(Beginning of Extracted records)

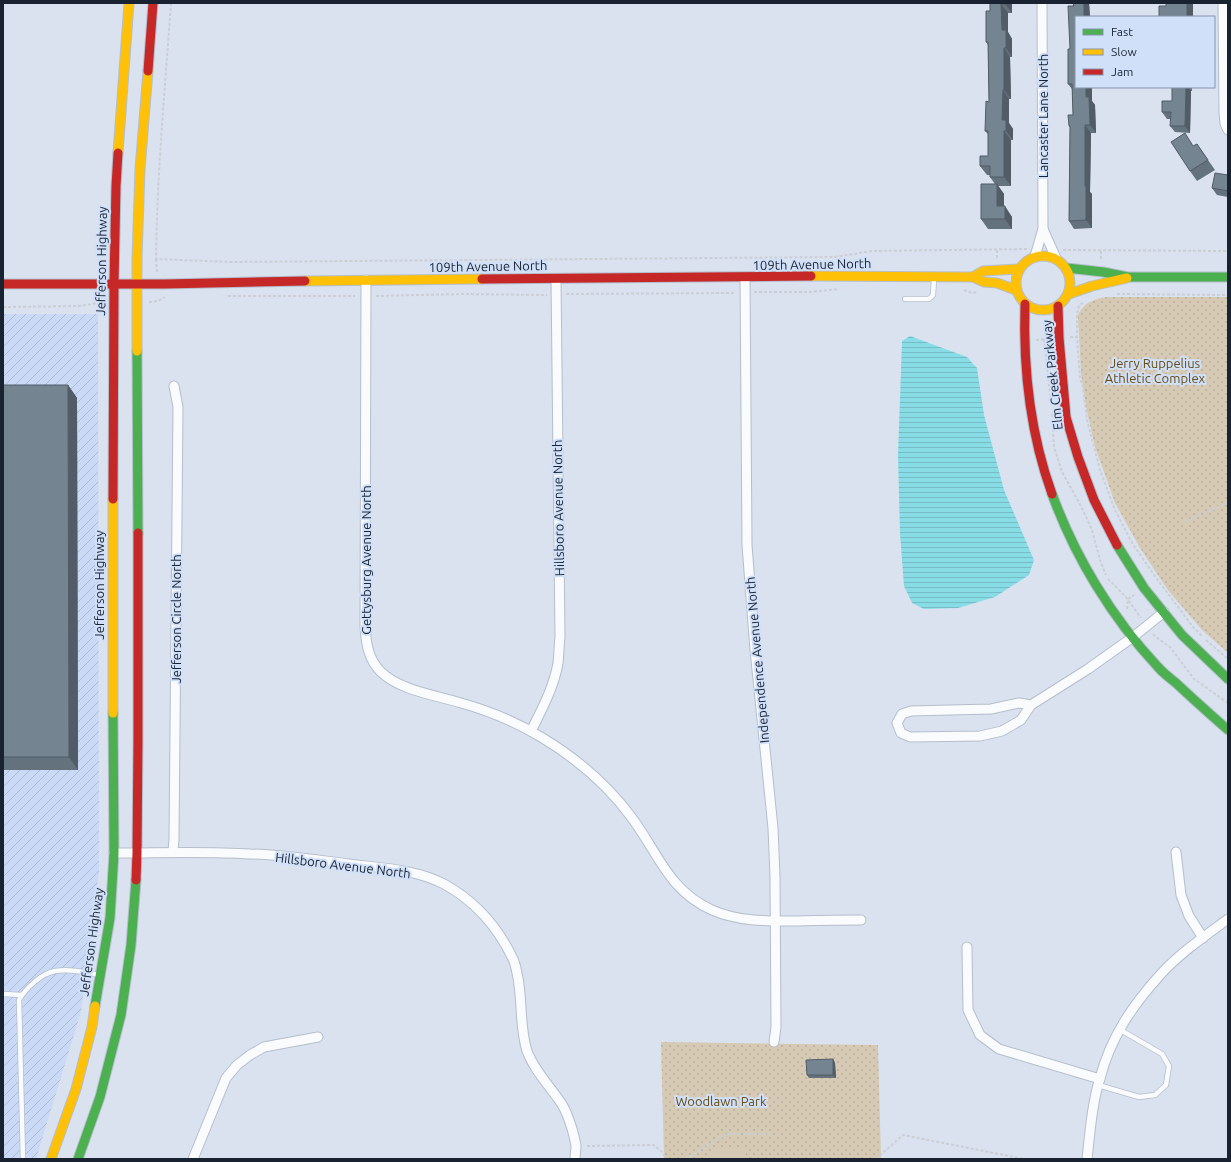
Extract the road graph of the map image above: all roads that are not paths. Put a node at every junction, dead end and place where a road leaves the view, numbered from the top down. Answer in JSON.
{"nodes":[{"id":1,"x":129,"y":3,"type":"edge"},
{"id":2,"x":153,"y":3,"type":"edge"},
{"id":3,"x":1042,"y":3,"type":"edge"},
{"id":4,"x":1223,"y":3,"type":"edge"},
{"id":5,"x":1228,"y":130,"type":"edge"},
{"id":6,"x":1043,"y":229,"type":"junction"},
{"id":7,"x":1033,"y":253,"type":"junction"},
{"id":8,"x":1057,"y":254,"type":"junction"},
{"id":9,"x":1067,"y":268,"type":"junction"},
{"id":10,"x":1019,"y":269,"type":"junction"},
{"id":11,"x":934,"y":276,"type":"junction"},
{"id":12,"x":972,"y":277,"type":"junction"},
{"id":13,"x":1128,"y":277,"type":"junction"},
{"id":14,"x":1228,"y":277,"type":"edge"},
{"id":15,"x":745,"y":278,"type":"junction"},
{"id":16,"x":556,"y":279,"type":"junction"},
{"id":17,"x":366,"y":280,"type":"junction"},
{"id":18,"x":3,"y":284,"type":"edge"},
{"id":19,"x":114,"y":284,"type":"junction"},
{"id":20,"x":137,"y":284,"type":"junction"},
{"id":21,"x":1016,"y":290,"type":"junction"},
{"id":22,"x":1069,"y":294,"type":"junction"},
{"id":23,"x":905,"y":299,"type":"dead end"},
{"id":24,"x":1025,"y":304,"type":"junction"},
{"id":25,"x":1058,"y":306,"type":"junction"},
{"id":26,"x":174,"y":386,"type":"dead end"},
{"id":27,"x":1164,"y":612,"type":"junction"},
{"id":28,"x":1133,"y":637,"type":"junction"},
{"id":29,"x":1228,"y":679,"type":"edge"},
{"id":30,"x":1031,"y":705,"type":"junction"},
{"id":31,"x":1228,"y":730,"type":"edge"},
{"id":32,"x":531,"y":731,"type":"junction"},
{"id":33,"x":137,"y":852,"type":"junction"},
{"id":34,"x":173,"y":852,"type":"junction"},
{"id":35,"x":1176,"y":852,"type":"dead end"},
{"id":36,"x":114,"y":853,"type":"junction"},
{"id":37,"x":1228,"y":919,"type":"edge"},
{"id":38,"x":860,"y":920,"type":"dead end"},
{"id":39,"x":775,"y":921,"type":"junction"},
{"id":40,"x":1203,"y":938,"type":"junction"},
{"id":41,"x":967,"y":946,"type":"dead end"},
{"id":42,"x":100,"y":975,"type":"junction"},
{"id":43,"x":3,"y":994,"type":"edge"},
{"id":44,"x":22,"y":995,"type":"junction"},
{"id":45,"x":1119,"y":1029,"type":"junction"},
{"id":46,"x":318,"y":1037,"type":"dead end"},
{"id":47,"x":774,"y":1042,"type":"dead end"},
{"id":48,"x":1099,"y":1082,"type":"junction"},
{"id":49,"x":23,"y":1159,"type":"edge"},
{"id":50,"x":51,"y":1159,"type":"edge"},
{"id":51,"x":78,"y":1159,"type":"edge"},
{"id":52,"x":193,"y":1159,"type":"edge"},
{"id":53,"x":575,"y":1159,"type":"edge"},
{"id":54,"x":1087,"y":1159,"type":"edge"}],
"edges":[{"from":1,"to":19,"type":"street","name":"Jefferson Highway"},
{"from":2,"to":20,"type":"street"},
{"from":3,"to":6,"type":"street","name":"Lancaster Lane North"},
{"from":4,"to":5,"type":"street"},
{"from":6,"to":7,"type":"street","name":"Lancaster Lane North"},
{"from":6,"to":8,"type":"street","name":"Lancaster Lane North"},
{"from":7,"to":8,"type":"street"},
{"from":7,"to":10,"type":"street"},
{"from":8,"to":9,"type":"street"},
{"from":9,"to":13,"type":"street"},
{"from":9,"to":22,"type":"street"},
{"from":10,"to":12,"type":"street","name":"109th Avenue North"},
{"from":10,"to":21,"type":"street"},
{"from":11,"to":12,"type":"street","name":"109th Avenue North"},
{"from":11,"to":15,"type":"street","name":"109th Avenue North"},
{"from":11,"to":23,"type":"lane"},
{"from":12,"to":21,"type":"street","name":"109th Avenue North"},
{"from":13,"to":14,"type":"street"},
{"from":13,"to":22,"type":"street"},
{"from":15,"to":16,"type":"street","name":"109th Avenue North"},
{"from":15,"to":39,"type":"street","name":"Independence Avenue North"},
{"from":16,"to":17,"type":"street","name":"109th Avenue North"},
{"from":16,"to":32,"type":"street","name":"Hillsboro Avenue North"},
{"from":17,"to":20,"type":"street","name":"109th Avenue North"},
{"from":17,"to":32,"type":"street","name":"Gettysburg Avenue North"},
{"from":18,"to":19,"type":"street","name":"109th Avenue North"},
{"from":19,"to":20,"type":"street","name":"109th Avenue North"},
{"from":19,"to":36,"type":"street","name":"Jefferson Highway"},
{"from":20,"to":33,"type":"street"},
{"from":21,"to":24,"type":"street"},
{"from":22,"to":25,"type":"street"},
{"from":24,"to":25,"type":"street"},
{"from":24,"to":28,"type":"street","name":"Elm Creek Parkway"},
{"from":25,"to":27,"type":"street","name":"Elm Creek Parkway"},
{"from":26,"to":34,"type":"street","name":"Jefferson Circle North"},
{"from":27,"to":28,"type":"street"},
{"from":27,"to":29,"type":"street","name":"Elm Creek Parkway"},
{"from":28,"to":30,"type":"street"},
{"from":28,"to":31,"type":"street","name":"Elm Creek Parkway"},
{"from":30,"to":30,"type":"street"},
{"from":32,"to":39,"type":"street","name":"Gettysburg Avenue North"},
{"from":33,"to":34,"type":"street","name":"Hillsboro Avenue North"},
{"from":33,"to":36,"type":"street","name":"Hillsboro Avenue North"},
{"from":33,"to":51,"type":"street"},
{"from":34,"to":53,"type":"street","name":"Hillsboro Avenue North"},
{"from":35,"to":40,"type":"street"},
{"from":36,"to":42,"type":"street","name":"Jefferson Highway"},
{"from":37,"to":40,"type":"street"},
{"from":38,"to":39,"type":"street","name":"Gettysburg Avenue North"},
{"from":39,"to":47,"type":"street","name":"Independence Avenue North"},
{"from":40,"to":45,"type":"street"},
{"from":41,"to":48,"type":"street"},
{"from":42,"to":44,"type":"lane"},
{"from":42,"to":50,"type":"street","name":"Jefferson Highway"},
{"from":43,"to":44,"type":"lane"},
{"from":44,"to":49,"type":"lane"},
{"from":45,"to":48,"type":"street"},
{"from":45,"to":48,"type":"lane"},
{"from":46,"to":52,"type":"street"},
{"from":48,"to":54,"type":"street"}]}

(End of Extracted records)

* _What is expected_
Show all lines in the entries above where the string "Hillsboro" appears.

* _Result_
{"from":16,"to":32,"type":"street","name":"Hillsboro Avenue North"},
{"from":33,"to":34,"type":"street","name":"Hillsboro Avenue North"},
{"from":33,"to":36,"type":"street","name":"Hillsboro Avenue North"},
{"from":34,"to":53,"type":"street","name":"Hillsboro Avenue North"},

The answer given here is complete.